Eine Reise zu sich selbst
Wir sind wie der bekannte Schriftsteller Paulo Ceolho "Auf dem Jakobsweg" und wandern den 700 km langen Pilgerweg von den Pyrenäen bis nach Santiago de Compostela. Viele Menschen sehen den Jakobsweg als eine Reise zu sich selbst an und wollen während der Reise "sich selbst finden".

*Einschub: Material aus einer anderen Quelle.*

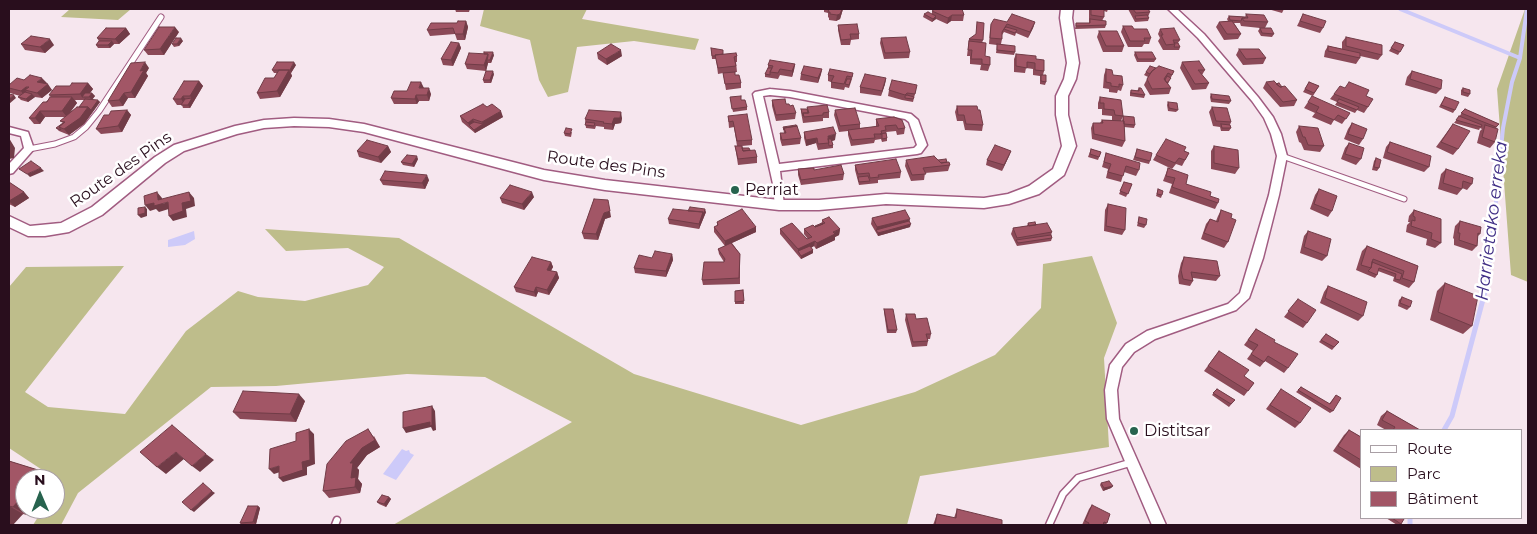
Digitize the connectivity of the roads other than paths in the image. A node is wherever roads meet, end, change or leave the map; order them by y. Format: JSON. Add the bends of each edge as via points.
{"nodes":[{"id":1,"x":1067,"y":9,"type":"edge"},
{"id":2,"x":1172,"y":9,"type":"edge"},
{"id":3,"x":162,"y":17,"type":"dead end"},
{"id":4,"x":9,"y":130,"type":"edge"},
{"id":5,"x":29,"y":149,"type":"junction"},
{"id":6,"x":1282,"y":156,"type":"junction"},
{"id":7,"x":774,"y":168,"type":"junction"},
{"id":8,"x":9,"y":170,"type":"edge"},
{"id":9,"x":1404,"y":199,"type":"dead end"},
{"id":10,"x":779,"y":205,"type":"junction"},
{"id":11,"x":9,"y":221,"type":"edge"},
{"id":12,"x":1133,"y":462,"type":"junction"},
{"id":13,"x":1048,"y":525,"type":"edge"},
{"id":14,"x":1159,"y":525,"type":"edge"}],
"edges":[{"from":1,"to":10,"type":"street","name":"Route des Pins","via":[[1074,63],[1062,96],[1062,115],[1070,146],[1059,172],[1047,182],[1009,199],[984,203],[886,199]]},
{"from":2,"to":6,"type":"street","via":[[1201,36],[1255,99],[1268,117]]},
{"from":3,"to":5,"type":"lane","via":[[86,127],[74,137]]},
{"from":4,"to":5,"type":"street","via":[[25,134]]},
{"from":5,"to":8,"type":"street"},
{"from":6,"to":9,"type":"lane"},
{"from":6,"to":12,"type":"street","via":[[1272,204],[1245,295],[1232,307],[1151,334],[1130,348],[1116,366],[1111,390],[1113,419]]},
{"from":7,"to":7,"type":"street","via":[[758,94],[770,92],[908,116],[913,120],[922,145],[917,151]]},
{"from":7,"to":10,"type":"street"},
{"from":10,"to":11,"type":"street","name":"Route des Pins","via":[[544,175],[364,128],[294,122],[235,130],[179,148],[97,211],[64,228],[28,231]]},
{"from":12,"to":13,"type":"lane","via":[[1078,478],[1063,494]]},
{"from":12,"to":14,"type":"street"}]}
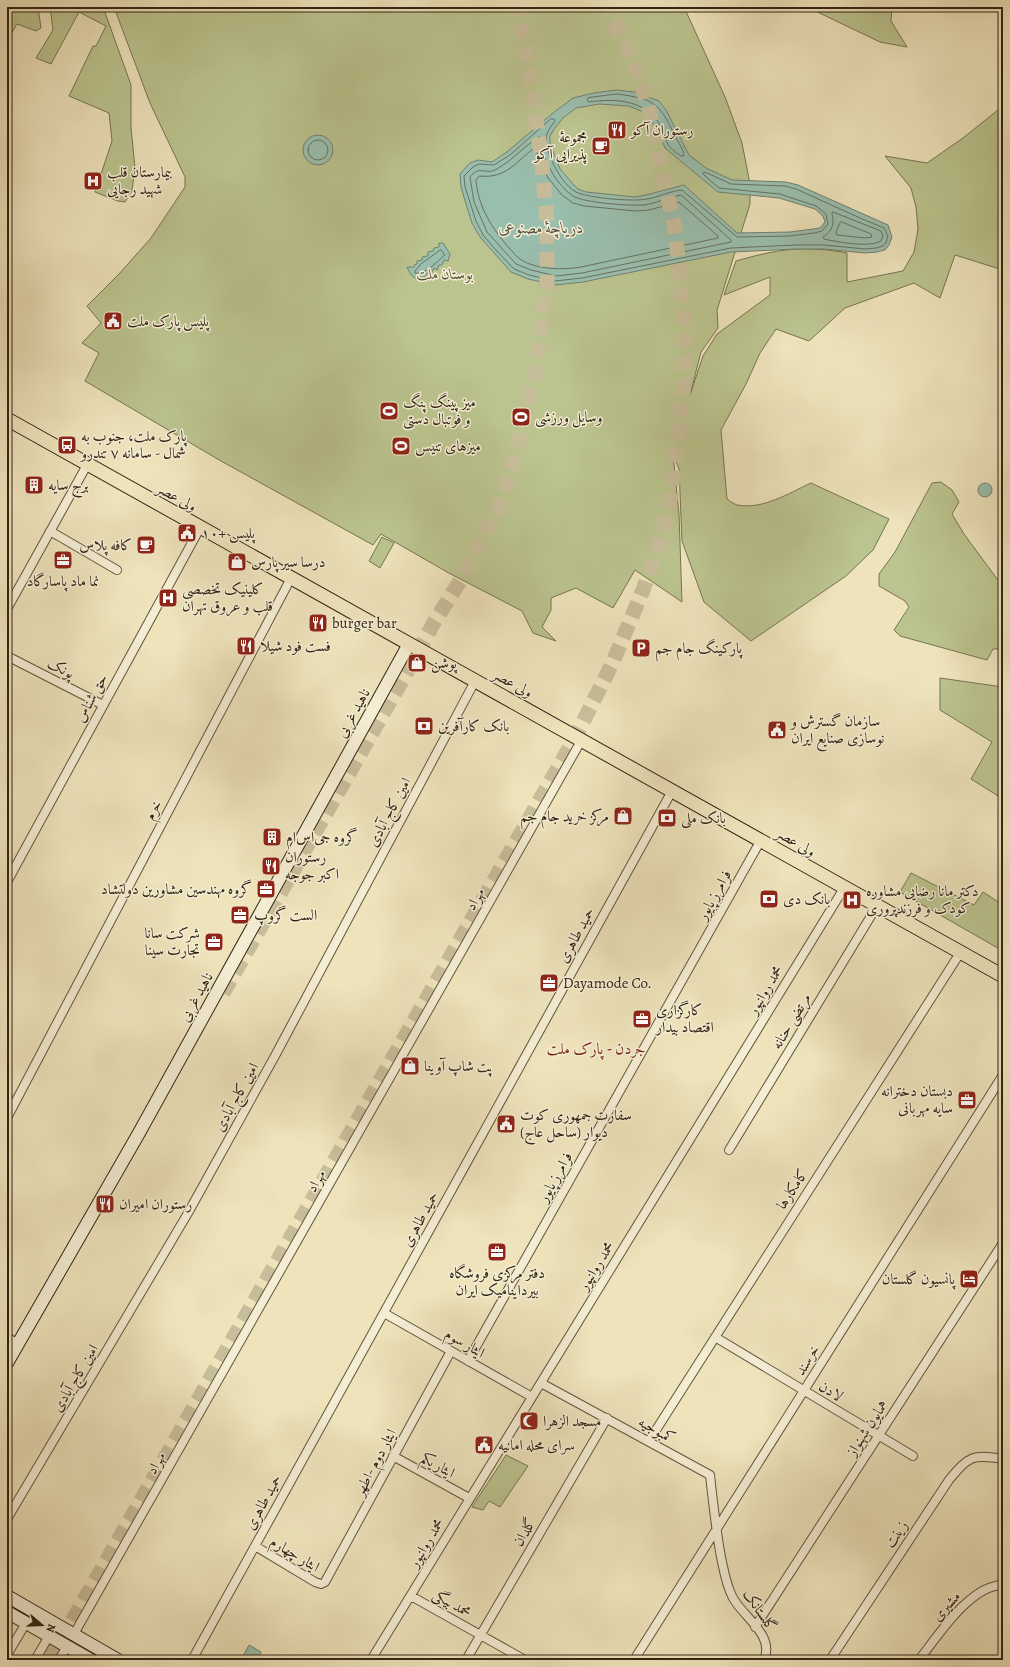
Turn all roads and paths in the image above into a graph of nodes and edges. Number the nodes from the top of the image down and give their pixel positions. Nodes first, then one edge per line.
1 (7, 419) edge
2 (87, 464) junction
3 (200, 528) junction
4 (50, 531) junction
5 (117, 570) dead end
6 (291, 578) junction
7 (7, 609) edge
8 (409, 644) junction
9 (7, 656) edge
10 (475, 681) junction
11 (103, 705) junction
12 (581, 740) junction
13 (672, 790) junction
14 (761, 840) junction
15 (7, 882) edge
16 (844, 888) junction
17 (877, 906) junction
18 (960, 953) junction
19 (1003, 976) edge
20 (1003, 1075) edge
21 (7, 1118) edge
22 (729, 1150) dead end
23 (1003, 1243) edge
24 (384, 1313) junction
25 (7, 1337) edge
26 (715, 1337) junction
27 (18, 1344) junction
28 (451, 1351) junction
29 (468, 1361) junction
30 (7, 1363) edge
31 (541, 1383) junction
32 (804, 1391) junction
33 (532, 1397) junction
34 (607, 1418) junction
35 (879, 1436) junction
36 (649, 1441) junction
37 (393, 1456) junction
38 (913, 1456) dead end
39 (1003, 1459) edge
40 (469, 1498) junction
41 (7, 1519) edge
42 (716, 1530) junction
43 (255, 1546) junction
44 (321, 1584) joint
45 (1003, 1585) edge
46 (7, 1596) edge
47 (411, 1596) junction
48 (7, 1612) edge
49 (26, 1622) junction
50 (755, 1627) junction
51 (74, 1634) junction
52 (480, 1635) junction
53 (49, 1636) junction
54 (67, 1646) junction
55 (7, 1655) edge
56 (831, 1658) edge
57 (35, 1660) edge
58 (59, 1660) edge
59 (91, 1660) edge
60 (118, 1660) edge
61 (192, 1660) edge
62 (371, 1660) edge
63 (466, 1660) edge
64 (525, 1660) edge
65 (634, 1660) edge
66 (764, 1660) edge
67 (919, 1660) edge

1 - 2 main road, ولی عصر
2 - 3 main road, ولی عصر
2 - 4 street
3 - 6 main road, ولی عصر
3 - 11 street, حق شناس
4 - 5 street
4 - 7 street
6 - 8 main road, ولی عصر
6 - 21 street, خرم
8 - 10 main road, ولی عصر
8 - 27 main road, ناهید غربی
9 - 11 street, پونک
10 - 12 main road, ولی عصر
10 - 41 street, امین کاج آبادی
11 - 15 street, حق شناس
12 - 13 main road, ولی عصر
12 - 51 street, مهراد
13 - 14 main road, ولی عصر
13 - 24 street, حمید طاهری
14 - 16 main road, ولی عصر
14 - 29 street, فرامرز پایور
16 - 17 main road, ولی عصر
16 - 31 street, محمد روانپور
17 - 18 main road, ولی عصر
17 - 22 street, مرتضی حنانه
18 - 19 main road, ولی عصر
18 - 26 street, کامکارها
20 - 32 street, خرسند
23 - 35 street, همایون شهنواز
24 - 28 street, ایثار سوم
24 - 43 street, حمید طاهری
25 - 27 street
26 - 32 street, لادن
26 - 36 street, کامکارها
27 - 30 main road, ناهید غربی
28 - 29 street, ایثار سوم
28 - 37 street, ایثار دوم -اطهر
29 - 33 street, ایثار سوم
31 - 33 street, محمد روانپور
31 - 34 street, کمبوجیه
32 - 35 street, لادن
32 - 42 street, خرسند
33 - 40 street, محمد روانپور
34 - 36 street, کمبوجیه
34 - 52 street, گلدان
35 - 38 street, لادن
35 - 50 street, همایون شهنواز
36 - 42 street, کمبوجیه
37 - 40 street, ایثار یکم
37 - 44 street, ایثار دوم -اطهر
39 - 56 street, زینت
40 - 47 street, محمد روانپور
42 - 50 street, گلستانک
42 - 65 street, خرسند
43 - 44 street, ایثار چهارم
43 - 61 street, حمید طاهری
45 - 67 street, مشیری
46 - 51 main road
47 - 52 street, محمد بيگی
47 - 62 street, محمد روانپور
48 - 49 main road
49 - 53 main road
49 - 55 street
50 - 66 street, گلستانک
51 - 60 main road
52 - 63 street, گلدان
52 - 64 street, محمد بيگی
53 - 54 main road
53 - 57 street
54 - 58 street
54 - 59 main road

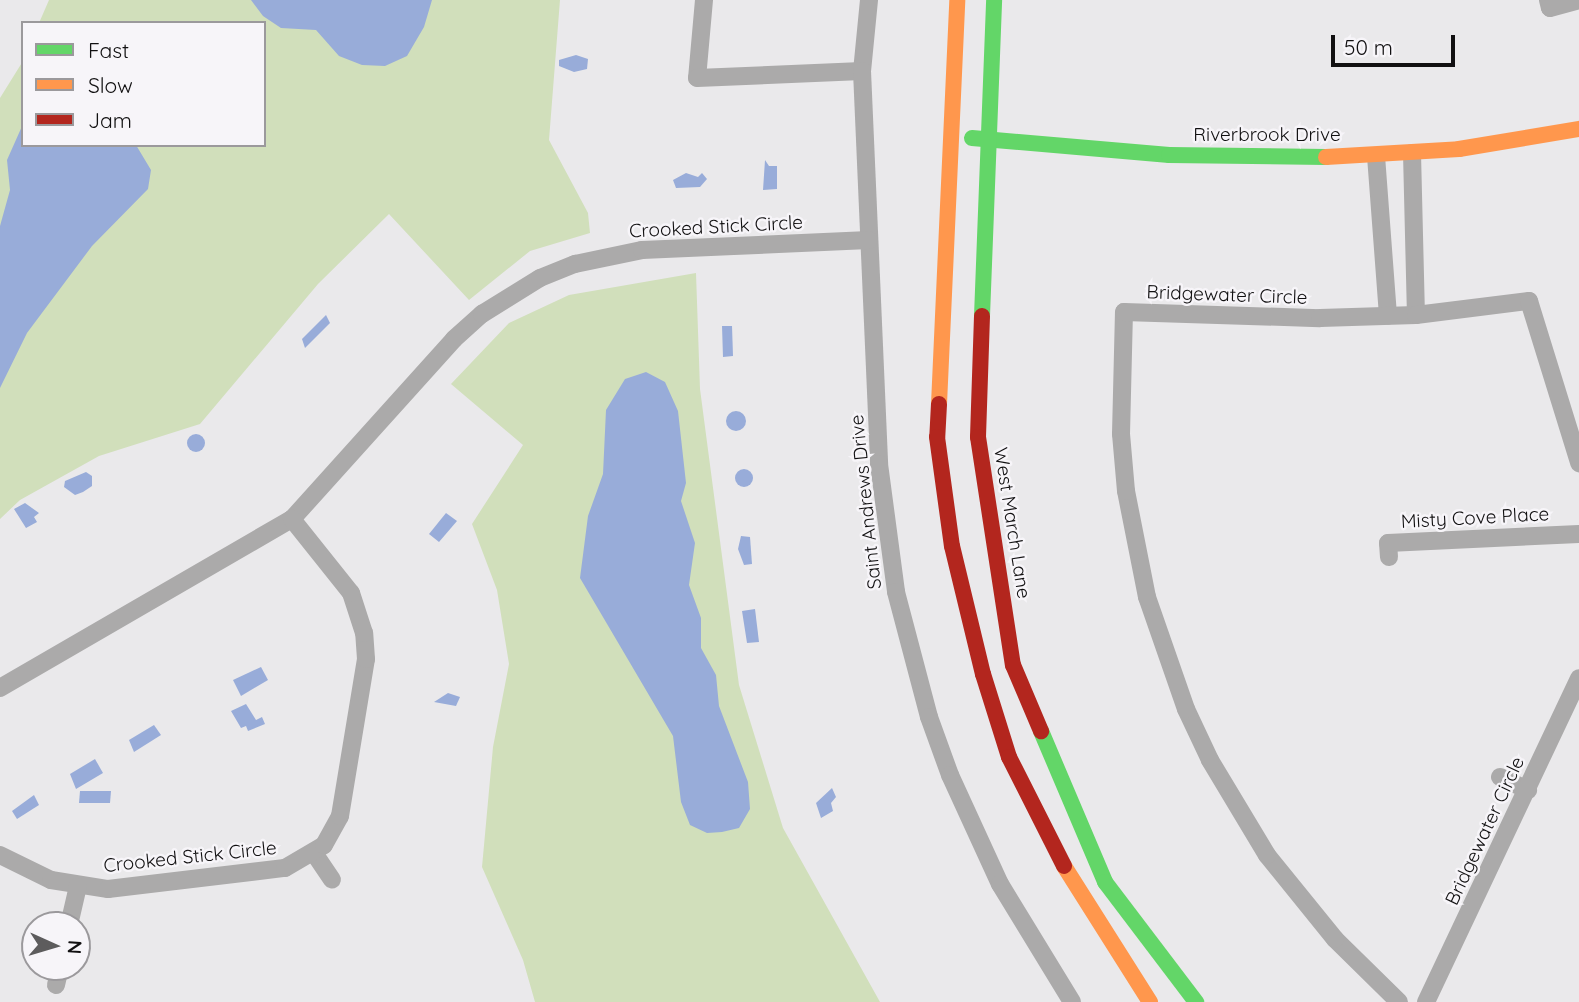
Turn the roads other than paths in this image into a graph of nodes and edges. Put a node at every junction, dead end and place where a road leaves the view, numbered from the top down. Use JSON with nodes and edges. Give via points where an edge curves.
{"nodes":[{"id":1,"x":704,"y":0,"type":"edge"},
{"id":2,"x":869,"y":0,"type":"edge"},
{"id":3,"x":957,"y":0,"type":"edge"},
{"id":4,"x":994,"y":0,"type":"edge"},
{"id":5,"x":1548,"y":0,"type":"edge"},
{"id":6,"x":1579,"y":0,"type":"edge"},
{"id":7,"x":862,"y":71,"type":"junction"},
{"id":8,"x":1579,"y":130,"type":"edge"},
{"id":9,"x":953,"y":137,"type":"junction"},
{"id":10,"x":988,"y":139,"type":"junction"},
{"id":11,"x":1412,"y":153,"type":"junction"},
{"id":12,"x":1376,"y":156,"type":"junction"},
{"id":13,"x":869,"y":240,"type":"junction"},
{"id":14,"x":1415,"y":251,"type":"junction"},
{"id":15,"x":1383,"y":255,"type":"junction"},
{"id":16,"x":1416,"y":315,"type":"junction"},
{"id":17,"x":1388,"y":316,"type":"junction"},
{"id":18,"x":1579,"y":463,"type":"edge"},
{"id":19,"x":292,"y":519,"type":"junction"},
{"id":20,"x":1579,"y":534,"type":"edge"},
{"id":21,"x":1389,"y":558,"type":"dead end"},
{"id":22,"x":1579,"y":678,"type":"edge"},
{"id":23,"x":0,"y":688,"type":"edge"},
{"id":24,"x":1500,"y":777,"type":"dead end"},
{"id":25,"x":1528,"y":790,"type":"junction"},
{"id":26,"x":314,"y":853,"type":"junction"},
{"id":27,"x":0,"y":855,"type":"edge"},
{"id":28,"x":332,"y":880,"type":"dead end"},
{"id":29,"x":78,"y":887,"type":"junction"},
{"id":30,"x":72,"y":911,"type":"edge"},
{"id":31,"x":1072,"y":1002,"type":"edge"},
{"id":32,"x":1150,"y":1002,"type":"edge"},
{"id":33,"x":1196,"y":1002,"type":"edge"},
{"id":34,"x":1399,"y":1002,"type":"edge"},
{"id":35,"x":1426,"y":1002,"type":"edge"}],
"edges":[{"from":1,"to":7,"type":"street","via":[[697,78]]},
{"from":2,"to":7,"type":"street","name":"Saint Andrews Drive"},
{"from":3,"to":9,"type":"main road"},
{"from":4,"to":10,"type":"main road","name":"West March Lane"},
{"from":5,"to":6,"type":"street","via":[[1550,8]]},
{"from":7,"to":13,"type":"street","name":"Saint Andrews Drive"},
{"from":8,"to":11,"type":"main road","name":"Riverbrook Drive"},
{"from":9,"to":10,"type":"main road","name":"Riverbrook Drive"},
{"from":9,"to":32,"type":"main road","via":[[937,437],[952,546],[1009,757],[1062,863]]},
{"from":10,"to":12,"type":"main road","name":"Riverbrook Drive","via":[[1221,158]]},
{"from":10,"to":33,"type":"main road","name":"West March Lane","via":[[978,437],[1013,665],[1105,882]]},
{"from":11,"to":12,"type":"main road","name":"Riverbrook Drive"},
{"from":11,"to":14,"type":"street"},
{"from":12,"to":15,"type":"street"},
{"from":13,"to":19,"type":"street","name":"Crooked Stick Circle","via":[[642,250],[575,264],[540,278],[482,314],[454,339]]},
{"from":13,"to":31,"type":"street","name":"Saint Andrews Drive","via":[[884,514],[912,659],[945,763],[976,836],[1030,937]]},
{"from":14,"to":15,"type":"street"},
{"from":14,"to":16,"type":"street"},
{"from":15,"to":17,"type":"street"},
{"from":16,"to":17,"type":"street","name":"Bridgewater Circle"},
{"from":16,"to":18,"type":"street","name":"Bridgewater Circle","via":[[1529,301]]},
{"from":17,"to":34,"type":"street","name":"Bridgewater Circle","via":[[1268,319],[1124,312],[1121,434],[1126,491],[1147,597],[1164,654],[1210,760],[1296,893]]},
{"from":19,"to":23,"type":"street","name":"Crooked Stick Circle"},
{"from":19,"to":26,"type":"street","name":"Crooked Stick Circle","via":[[351,593],[364,633],[366,659],[340,816]]},
{"from":20,"to":21,"type":"street","name":"Misty Cove Place","via":[[1388,542]]},
{"from":22,"to":25,"type":"street","name":"Bridgewater Circle"},
{"from":24,"to":25,"type":"street"},
{"from":25,"to":35,"type":"street","name":"Bridgewater Circle"},
{"from":26,"to":28,"type":"street"},
{"from":26,"to":29,"type":"street","name":"Crooked Stick Circle","via":[[285,868],[129,888]]},
{"from":27,"to":29,"type":"street","name":"Crooked Stick Circle","via":[[35,874]]},
{"from":29,"to":30,"type":"street"}]}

Eine kleine Geschichte des Camino
Man muss nicht die ganzen 700 km gehen, viele der Pilger steigen später, wenn nicht gar viel später ein und gehen den Weg 100 bis 200 km. Der Weg der Erkenntnis oder auf Spanisch "Camino de Santiago" ist der Gang zum Grad des Apostels Jakobus in Santiago de Compostela in Spanien.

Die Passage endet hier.